Start of Data supplied
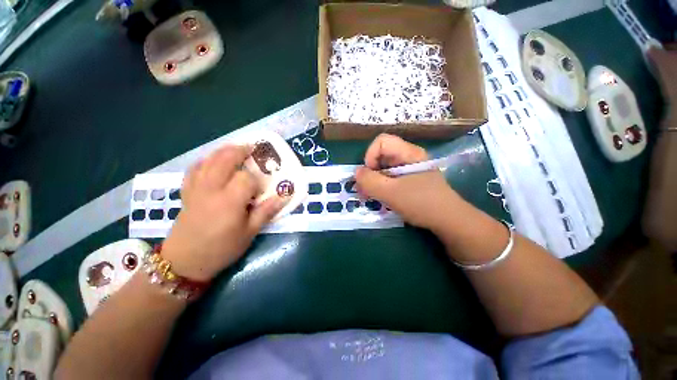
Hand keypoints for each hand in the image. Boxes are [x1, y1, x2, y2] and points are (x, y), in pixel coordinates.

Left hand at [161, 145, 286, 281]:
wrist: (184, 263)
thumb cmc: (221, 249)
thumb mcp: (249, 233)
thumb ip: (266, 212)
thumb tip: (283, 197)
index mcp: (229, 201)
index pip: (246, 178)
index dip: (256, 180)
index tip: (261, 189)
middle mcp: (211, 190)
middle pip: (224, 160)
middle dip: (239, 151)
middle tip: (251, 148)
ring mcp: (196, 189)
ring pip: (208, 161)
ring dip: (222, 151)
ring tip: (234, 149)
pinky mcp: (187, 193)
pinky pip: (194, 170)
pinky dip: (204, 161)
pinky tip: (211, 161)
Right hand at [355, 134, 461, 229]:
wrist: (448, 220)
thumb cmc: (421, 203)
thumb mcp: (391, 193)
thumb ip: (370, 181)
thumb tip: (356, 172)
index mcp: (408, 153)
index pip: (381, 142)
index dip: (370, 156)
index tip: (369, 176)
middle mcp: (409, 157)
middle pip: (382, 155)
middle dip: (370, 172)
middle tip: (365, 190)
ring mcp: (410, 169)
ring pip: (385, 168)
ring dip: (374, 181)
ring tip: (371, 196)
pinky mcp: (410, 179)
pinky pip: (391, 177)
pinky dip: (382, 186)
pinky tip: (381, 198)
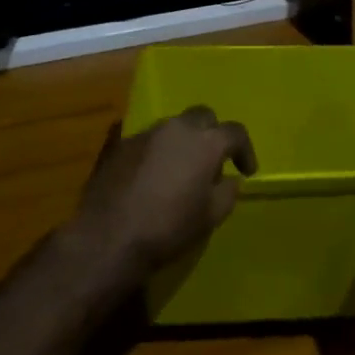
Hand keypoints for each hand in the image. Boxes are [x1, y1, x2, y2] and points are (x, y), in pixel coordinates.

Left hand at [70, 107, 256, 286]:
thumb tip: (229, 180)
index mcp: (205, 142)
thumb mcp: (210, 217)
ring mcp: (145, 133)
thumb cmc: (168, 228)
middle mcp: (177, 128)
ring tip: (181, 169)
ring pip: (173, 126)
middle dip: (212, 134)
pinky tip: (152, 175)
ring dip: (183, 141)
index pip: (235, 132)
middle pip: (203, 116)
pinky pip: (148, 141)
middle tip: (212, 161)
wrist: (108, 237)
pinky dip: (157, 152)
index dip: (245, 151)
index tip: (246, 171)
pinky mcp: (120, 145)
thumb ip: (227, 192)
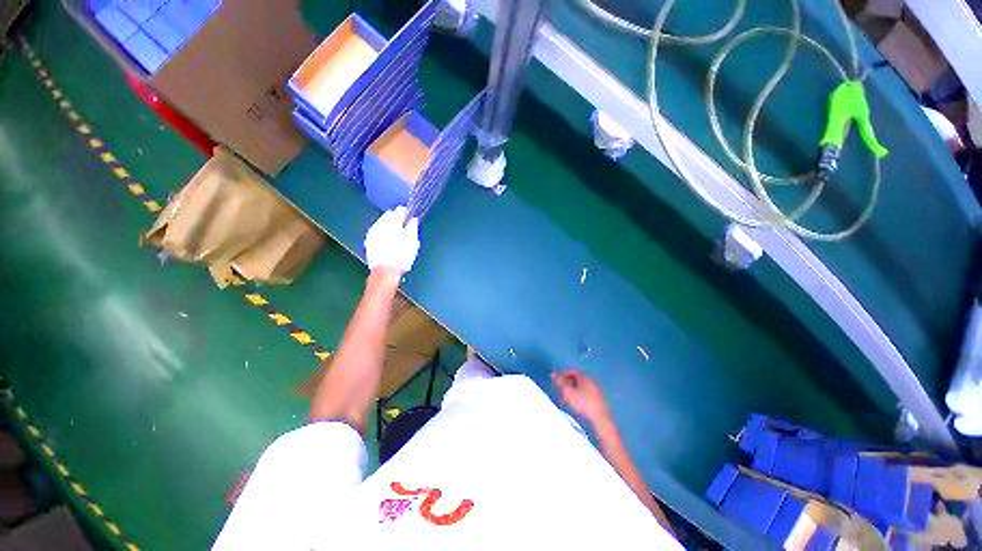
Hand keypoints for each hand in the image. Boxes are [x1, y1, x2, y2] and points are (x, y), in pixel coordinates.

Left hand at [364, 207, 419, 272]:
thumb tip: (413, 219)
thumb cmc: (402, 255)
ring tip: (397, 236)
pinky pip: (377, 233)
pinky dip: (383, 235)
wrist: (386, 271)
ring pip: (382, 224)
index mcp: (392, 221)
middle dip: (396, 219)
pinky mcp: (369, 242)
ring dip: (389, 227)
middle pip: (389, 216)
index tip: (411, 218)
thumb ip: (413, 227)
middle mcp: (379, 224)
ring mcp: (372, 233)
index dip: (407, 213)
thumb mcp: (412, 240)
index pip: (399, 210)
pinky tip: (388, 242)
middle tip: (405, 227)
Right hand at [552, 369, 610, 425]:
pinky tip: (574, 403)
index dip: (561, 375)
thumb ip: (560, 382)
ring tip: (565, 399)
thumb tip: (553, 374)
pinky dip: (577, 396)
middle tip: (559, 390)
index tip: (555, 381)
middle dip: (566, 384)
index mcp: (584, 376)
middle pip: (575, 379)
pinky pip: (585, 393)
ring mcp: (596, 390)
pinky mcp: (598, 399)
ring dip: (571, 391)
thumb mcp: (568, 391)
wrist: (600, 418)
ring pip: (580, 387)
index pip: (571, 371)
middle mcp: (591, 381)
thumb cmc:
End of Data supplied
Look through the entries and return every line where "Left" appears.

Left hand at [161, 145, 286, 281]:
Left hand at [70, 107, 256, 286]:
Left hand at [364, 207, 419, 272]:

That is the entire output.